§ **EXERCISE INSTRUCTIONS**
Work out how many lines in the records below include the string "middle", and reply with that number alone.

§ **GIVEN RECORDS**
-------------------------

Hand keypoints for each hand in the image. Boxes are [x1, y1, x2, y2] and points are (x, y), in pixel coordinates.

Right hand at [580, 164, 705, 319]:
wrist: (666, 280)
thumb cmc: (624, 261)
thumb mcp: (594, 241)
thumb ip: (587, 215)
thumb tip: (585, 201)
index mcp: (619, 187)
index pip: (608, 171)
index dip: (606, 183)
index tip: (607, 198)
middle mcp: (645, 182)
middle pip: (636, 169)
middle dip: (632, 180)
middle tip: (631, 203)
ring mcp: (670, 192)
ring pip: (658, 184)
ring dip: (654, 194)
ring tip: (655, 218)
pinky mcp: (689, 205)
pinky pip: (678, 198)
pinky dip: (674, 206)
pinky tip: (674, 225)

-------------------------

§ **SOLVED EXERCISE**
4